Faced with two possible rewards, you are more likely to take the one which you can enjoy now over one you will enjoy later – even if the later reward is far greater.
When you are planning ahead, your better angels point to the nourishing choices, but in the moment you go for what tastes good.

This is sometimes called present bias – being unable to grasp what you want will change over time, and what you want now isn’t the same thing you will want later.

Hyperbolic discounting makes later an easy place to throw all the things don’t want to deal with, but you also over-commit to future plans for the same reason. You run out of time to get things done because you think in the future, that mysterious fantastical realm of possibilities, you’ll have more free time than you do now.
“The future is always ideal: The fridge is stocked, the weather clear, the train runs on schedule and meetings end on time. Today, well, stuff happens.”
- Hara Estroff Marano in Psychology Today.

Procrastination is also hyperbolic discounting, taking the sure thing in the present over the caliginous prospect some day far away.

You must be adept at thinking about thinking to defeat yourself at procrastination.
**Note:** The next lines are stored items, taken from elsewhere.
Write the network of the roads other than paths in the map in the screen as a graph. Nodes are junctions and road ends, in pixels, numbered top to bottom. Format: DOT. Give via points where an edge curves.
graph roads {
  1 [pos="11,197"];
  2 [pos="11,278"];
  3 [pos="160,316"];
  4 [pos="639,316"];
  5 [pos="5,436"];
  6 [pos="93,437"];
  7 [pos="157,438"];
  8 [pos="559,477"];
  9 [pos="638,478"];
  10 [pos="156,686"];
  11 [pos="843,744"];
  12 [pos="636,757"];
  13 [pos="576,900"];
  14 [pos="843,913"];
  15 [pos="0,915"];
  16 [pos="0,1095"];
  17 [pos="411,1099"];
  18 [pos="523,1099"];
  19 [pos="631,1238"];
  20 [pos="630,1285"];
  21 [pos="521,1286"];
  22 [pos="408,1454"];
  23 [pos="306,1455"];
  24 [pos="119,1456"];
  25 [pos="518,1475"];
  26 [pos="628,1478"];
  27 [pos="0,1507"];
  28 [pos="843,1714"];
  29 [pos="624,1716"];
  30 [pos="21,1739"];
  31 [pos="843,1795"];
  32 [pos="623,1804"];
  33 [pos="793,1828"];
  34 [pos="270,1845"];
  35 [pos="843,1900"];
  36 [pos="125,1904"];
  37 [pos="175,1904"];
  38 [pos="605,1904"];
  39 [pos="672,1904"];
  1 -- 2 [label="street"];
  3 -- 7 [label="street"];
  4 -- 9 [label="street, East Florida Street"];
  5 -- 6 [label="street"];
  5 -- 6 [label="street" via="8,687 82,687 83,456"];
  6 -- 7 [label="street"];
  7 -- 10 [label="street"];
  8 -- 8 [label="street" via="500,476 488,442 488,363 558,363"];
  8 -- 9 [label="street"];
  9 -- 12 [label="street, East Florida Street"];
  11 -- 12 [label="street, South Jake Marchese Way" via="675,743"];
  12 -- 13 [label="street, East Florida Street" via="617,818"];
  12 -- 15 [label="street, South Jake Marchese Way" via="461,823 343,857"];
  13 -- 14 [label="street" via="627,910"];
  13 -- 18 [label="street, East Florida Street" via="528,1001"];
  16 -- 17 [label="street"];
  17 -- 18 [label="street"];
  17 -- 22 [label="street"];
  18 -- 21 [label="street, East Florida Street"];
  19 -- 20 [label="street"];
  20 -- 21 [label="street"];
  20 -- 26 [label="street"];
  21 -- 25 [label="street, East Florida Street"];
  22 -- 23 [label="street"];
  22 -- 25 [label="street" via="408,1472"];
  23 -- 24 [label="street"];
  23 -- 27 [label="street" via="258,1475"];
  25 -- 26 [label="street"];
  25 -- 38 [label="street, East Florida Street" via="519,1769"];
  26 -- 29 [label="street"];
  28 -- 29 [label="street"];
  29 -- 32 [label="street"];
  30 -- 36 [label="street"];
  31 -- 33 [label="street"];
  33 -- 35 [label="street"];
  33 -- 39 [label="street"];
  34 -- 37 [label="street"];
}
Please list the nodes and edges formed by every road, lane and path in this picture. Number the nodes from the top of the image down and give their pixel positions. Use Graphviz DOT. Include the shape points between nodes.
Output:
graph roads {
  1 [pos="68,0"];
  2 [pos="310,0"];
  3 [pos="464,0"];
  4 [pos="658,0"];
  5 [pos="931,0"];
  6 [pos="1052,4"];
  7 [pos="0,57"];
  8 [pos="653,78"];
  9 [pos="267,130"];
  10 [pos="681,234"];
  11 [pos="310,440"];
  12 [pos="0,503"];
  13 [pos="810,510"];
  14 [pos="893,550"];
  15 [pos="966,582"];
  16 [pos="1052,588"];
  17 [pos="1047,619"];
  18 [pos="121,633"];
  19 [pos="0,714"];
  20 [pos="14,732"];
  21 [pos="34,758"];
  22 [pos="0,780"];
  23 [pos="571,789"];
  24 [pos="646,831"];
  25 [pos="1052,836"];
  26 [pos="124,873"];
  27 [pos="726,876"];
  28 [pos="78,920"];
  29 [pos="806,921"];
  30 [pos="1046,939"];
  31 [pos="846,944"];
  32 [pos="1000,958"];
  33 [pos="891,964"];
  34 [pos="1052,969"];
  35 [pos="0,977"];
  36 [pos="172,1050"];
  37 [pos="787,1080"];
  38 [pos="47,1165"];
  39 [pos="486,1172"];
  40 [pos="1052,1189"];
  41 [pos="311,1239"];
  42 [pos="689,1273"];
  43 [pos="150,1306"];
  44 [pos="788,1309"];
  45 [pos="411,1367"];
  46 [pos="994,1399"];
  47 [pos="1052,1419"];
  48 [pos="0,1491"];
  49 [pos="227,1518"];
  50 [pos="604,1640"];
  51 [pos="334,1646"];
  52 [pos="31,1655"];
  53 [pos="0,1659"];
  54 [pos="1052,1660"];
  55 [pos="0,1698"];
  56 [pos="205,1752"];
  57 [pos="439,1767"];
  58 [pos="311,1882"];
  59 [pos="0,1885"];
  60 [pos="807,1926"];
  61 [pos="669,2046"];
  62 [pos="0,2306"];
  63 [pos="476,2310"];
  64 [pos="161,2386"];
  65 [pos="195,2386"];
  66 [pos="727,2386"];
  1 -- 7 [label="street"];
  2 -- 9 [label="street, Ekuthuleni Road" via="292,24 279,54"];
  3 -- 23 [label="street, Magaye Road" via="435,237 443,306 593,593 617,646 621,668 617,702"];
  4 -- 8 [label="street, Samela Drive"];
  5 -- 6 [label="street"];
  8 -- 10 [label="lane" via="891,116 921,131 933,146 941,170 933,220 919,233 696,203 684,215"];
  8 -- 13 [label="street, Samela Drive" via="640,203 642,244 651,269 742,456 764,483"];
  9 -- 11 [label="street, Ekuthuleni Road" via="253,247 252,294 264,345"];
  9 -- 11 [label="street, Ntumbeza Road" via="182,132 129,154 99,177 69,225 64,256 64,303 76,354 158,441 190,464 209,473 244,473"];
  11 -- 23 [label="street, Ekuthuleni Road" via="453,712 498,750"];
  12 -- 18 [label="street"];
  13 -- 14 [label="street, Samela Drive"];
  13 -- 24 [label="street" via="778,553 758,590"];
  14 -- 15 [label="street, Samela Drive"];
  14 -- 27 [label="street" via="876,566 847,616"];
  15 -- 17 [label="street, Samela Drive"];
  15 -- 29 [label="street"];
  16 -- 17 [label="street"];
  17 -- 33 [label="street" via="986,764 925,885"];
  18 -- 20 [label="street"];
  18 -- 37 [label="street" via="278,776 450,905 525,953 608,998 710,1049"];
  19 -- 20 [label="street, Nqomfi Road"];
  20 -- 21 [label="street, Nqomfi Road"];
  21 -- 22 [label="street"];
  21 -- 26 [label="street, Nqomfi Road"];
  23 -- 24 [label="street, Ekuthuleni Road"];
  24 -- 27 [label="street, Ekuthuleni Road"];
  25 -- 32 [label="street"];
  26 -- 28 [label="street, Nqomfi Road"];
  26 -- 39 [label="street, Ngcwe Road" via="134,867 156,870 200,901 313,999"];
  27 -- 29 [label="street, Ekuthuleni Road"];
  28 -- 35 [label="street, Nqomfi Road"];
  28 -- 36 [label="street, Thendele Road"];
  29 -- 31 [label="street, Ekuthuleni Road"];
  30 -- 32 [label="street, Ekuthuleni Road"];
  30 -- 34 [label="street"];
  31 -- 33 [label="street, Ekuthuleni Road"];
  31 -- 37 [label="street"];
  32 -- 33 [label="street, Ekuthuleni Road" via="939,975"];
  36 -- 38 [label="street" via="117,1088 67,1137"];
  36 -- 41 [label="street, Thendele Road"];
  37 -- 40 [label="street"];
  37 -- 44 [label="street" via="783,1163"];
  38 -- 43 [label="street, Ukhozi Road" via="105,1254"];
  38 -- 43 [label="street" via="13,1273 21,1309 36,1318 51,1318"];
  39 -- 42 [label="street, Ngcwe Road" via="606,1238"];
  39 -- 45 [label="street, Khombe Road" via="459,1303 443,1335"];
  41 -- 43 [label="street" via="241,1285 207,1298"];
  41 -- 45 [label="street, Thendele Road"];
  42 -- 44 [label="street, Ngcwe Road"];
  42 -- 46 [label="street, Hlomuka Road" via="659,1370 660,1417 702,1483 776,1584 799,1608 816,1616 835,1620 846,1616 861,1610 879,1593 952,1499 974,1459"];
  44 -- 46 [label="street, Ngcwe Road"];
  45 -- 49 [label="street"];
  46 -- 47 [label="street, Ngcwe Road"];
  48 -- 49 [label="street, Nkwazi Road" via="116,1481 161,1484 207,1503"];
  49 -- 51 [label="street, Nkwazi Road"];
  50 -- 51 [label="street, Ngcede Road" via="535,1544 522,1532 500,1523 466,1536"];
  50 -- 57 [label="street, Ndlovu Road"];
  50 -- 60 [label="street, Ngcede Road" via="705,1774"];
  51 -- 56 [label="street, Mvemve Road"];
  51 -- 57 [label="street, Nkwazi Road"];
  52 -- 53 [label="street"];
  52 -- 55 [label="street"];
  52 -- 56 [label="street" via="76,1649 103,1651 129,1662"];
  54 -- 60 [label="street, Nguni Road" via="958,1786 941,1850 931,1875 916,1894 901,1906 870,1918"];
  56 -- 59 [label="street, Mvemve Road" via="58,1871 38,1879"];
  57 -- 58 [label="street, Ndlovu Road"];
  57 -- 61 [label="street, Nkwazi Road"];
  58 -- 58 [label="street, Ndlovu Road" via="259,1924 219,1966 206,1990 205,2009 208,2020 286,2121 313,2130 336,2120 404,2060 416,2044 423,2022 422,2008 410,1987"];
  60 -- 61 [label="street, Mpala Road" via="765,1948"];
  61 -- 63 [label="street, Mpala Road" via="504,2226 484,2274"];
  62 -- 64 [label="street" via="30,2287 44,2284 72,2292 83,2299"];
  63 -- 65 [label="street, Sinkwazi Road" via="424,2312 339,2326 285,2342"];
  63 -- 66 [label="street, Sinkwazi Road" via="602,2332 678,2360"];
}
You must realize there is the you who sits there now reading this, and there is a you sometime in the future who will be influenced by a different set of ideas and desires, a you in a different setting where an alternate palette of brain functions will be available for painting reality.

 
Individuals using hyperbolic discounting reveal a strong tendency to make choices that are inconsistent over time – they make choices today that their future self would prefer not to have made, despite using the same reasoning. 
The phenomenon of hyperbolic discounting is implicit in Richard Herrnstein's "matching law", which states that when dividing their time or effort between two non-exclusive, ongoing sources of reward, most subjects allocate in direct proportion to the rate and size of rewards from the two sources, and in inverse proportion to their delays. That is, subjects' choices "match" these parameters.